AmigaART
This is a community repo for saving cool vintage digital art. Magazine descriptions or history of the photo is strongly encouraged as well as the artists name. I know the community name is AmigaART but any vintage digital art is welcome.
Community Rules
-
• This is a place for vintage art. (Before the year 2000)
-
• Any artwork that is newer will be removed as it does not fit the community. There are plenty of other places to post new pixel art.
-
• Please be respectful in the comments.
-
• Any nsfw needs to be tagged as such. (no matter how few pixels it consists of.)

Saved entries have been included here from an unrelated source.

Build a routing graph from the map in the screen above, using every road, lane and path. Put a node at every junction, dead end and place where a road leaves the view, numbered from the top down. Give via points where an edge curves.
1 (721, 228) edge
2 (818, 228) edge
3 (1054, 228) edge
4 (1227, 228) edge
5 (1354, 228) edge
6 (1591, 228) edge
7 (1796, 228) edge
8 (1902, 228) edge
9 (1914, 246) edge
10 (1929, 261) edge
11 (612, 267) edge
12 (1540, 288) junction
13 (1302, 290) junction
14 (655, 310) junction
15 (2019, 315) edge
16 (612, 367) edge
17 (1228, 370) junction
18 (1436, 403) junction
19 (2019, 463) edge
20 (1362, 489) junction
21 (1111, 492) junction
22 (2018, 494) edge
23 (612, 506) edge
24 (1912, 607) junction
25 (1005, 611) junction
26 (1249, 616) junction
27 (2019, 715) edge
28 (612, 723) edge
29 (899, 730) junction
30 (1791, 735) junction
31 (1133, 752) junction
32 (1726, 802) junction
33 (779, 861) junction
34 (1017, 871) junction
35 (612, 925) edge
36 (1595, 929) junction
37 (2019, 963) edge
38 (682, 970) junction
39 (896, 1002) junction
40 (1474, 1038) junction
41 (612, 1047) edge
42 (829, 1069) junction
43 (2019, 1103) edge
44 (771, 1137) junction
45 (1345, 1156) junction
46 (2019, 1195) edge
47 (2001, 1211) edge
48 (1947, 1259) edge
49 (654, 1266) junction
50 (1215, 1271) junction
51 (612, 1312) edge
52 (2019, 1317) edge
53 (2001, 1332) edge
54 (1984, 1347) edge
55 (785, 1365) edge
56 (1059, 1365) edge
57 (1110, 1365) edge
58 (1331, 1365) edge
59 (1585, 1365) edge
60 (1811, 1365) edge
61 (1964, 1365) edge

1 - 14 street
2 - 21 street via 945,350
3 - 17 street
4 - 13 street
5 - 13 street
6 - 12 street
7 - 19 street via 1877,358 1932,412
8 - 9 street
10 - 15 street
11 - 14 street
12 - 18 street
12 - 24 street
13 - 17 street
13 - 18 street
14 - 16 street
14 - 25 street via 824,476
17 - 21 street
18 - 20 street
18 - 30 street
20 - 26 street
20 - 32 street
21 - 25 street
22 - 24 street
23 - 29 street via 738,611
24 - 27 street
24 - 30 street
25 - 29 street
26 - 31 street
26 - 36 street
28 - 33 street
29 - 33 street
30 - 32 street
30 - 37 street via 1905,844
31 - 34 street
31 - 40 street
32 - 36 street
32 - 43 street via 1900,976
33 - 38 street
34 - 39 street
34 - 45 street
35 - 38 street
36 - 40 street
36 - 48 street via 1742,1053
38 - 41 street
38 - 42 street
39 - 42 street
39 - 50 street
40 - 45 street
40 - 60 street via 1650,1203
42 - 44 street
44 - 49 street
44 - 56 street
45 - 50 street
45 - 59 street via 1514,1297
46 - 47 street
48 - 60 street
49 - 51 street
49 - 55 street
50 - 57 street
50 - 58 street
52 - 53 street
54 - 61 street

If you know what it was created on then please post the system and or the software that it was created on. Restorations and tributes are very much welcome as well. Just be sure to cite the inspiration or the original source.
I was inspired to create this from RetroAhoy’s restoration of the 4 Byte Burger. A fantastic watch if you have 40 minutes to spare.
The community photo is his restoration of the 4 Byte Burger with some adjustments to match the photo of the photo of the screen done by myself.
The header is a photo I found on a forum of an award-winning pixel illustration from Ron Cobb named Skybox. It won 1st prize for illustration at the second annual PixelPaint competition, in 1990. PixelPaint is the program which was used to make this image which was the first full color paint application made for Macintosh around 1988.
The op had made some adjustments to the photo and had wrote out this description below for the photo. Thank you op if you ever read this.
“I really like how the image is a twist on the computer graphics concept of a “sky box”, turning it into a wonderfully surreal image juxtaposed over a naturalistic background.
I scoured the net and this was the best version of the image that I could find. You can see most of the pixels well, but unfortunately there is some .JPG distortion on the clouds. This is definitely pixel art, it’s just a high resolution image; you need to zoom in to see the building blocks.
I upscaled for clarity and converted to .PNG to prevent further degradation of the file.”